▶ Stored items:
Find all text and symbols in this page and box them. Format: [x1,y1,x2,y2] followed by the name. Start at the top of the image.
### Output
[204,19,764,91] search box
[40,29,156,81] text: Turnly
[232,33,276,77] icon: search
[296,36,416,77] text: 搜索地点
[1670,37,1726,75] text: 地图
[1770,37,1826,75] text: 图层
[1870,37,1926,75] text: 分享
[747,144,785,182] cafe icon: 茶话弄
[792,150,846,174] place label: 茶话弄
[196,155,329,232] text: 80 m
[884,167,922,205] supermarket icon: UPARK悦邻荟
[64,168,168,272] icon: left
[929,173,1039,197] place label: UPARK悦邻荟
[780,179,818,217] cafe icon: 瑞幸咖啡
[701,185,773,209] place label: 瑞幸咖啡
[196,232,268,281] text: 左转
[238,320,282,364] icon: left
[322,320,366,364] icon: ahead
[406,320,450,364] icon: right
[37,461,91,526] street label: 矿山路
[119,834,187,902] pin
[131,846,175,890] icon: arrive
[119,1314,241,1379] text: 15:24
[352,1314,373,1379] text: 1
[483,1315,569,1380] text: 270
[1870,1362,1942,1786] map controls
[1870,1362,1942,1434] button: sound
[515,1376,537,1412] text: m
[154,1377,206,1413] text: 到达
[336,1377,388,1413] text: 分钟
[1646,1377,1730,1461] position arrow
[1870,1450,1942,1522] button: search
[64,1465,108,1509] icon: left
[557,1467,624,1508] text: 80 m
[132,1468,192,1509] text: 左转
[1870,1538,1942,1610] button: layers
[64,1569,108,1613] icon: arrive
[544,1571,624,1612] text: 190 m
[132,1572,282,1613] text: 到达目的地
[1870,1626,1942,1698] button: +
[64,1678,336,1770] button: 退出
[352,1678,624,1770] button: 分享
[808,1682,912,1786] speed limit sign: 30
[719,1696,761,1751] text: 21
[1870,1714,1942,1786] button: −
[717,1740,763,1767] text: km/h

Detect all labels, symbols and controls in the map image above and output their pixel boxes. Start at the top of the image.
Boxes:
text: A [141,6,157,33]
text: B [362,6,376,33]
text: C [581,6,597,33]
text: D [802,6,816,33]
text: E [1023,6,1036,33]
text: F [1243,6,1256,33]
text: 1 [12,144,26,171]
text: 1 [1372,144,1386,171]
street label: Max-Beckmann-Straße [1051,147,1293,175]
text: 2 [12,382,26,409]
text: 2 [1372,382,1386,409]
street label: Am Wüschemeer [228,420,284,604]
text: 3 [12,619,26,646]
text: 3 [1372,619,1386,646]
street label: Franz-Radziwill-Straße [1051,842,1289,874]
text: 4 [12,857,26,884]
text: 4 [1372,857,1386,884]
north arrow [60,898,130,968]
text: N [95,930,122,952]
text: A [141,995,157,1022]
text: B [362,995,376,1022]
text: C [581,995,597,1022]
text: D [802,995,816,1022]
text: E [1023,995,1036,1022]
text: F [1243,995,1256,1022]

▶ Problem description: State how many lines in the entries hold "search", please, with no other words.

▶ Output below: 3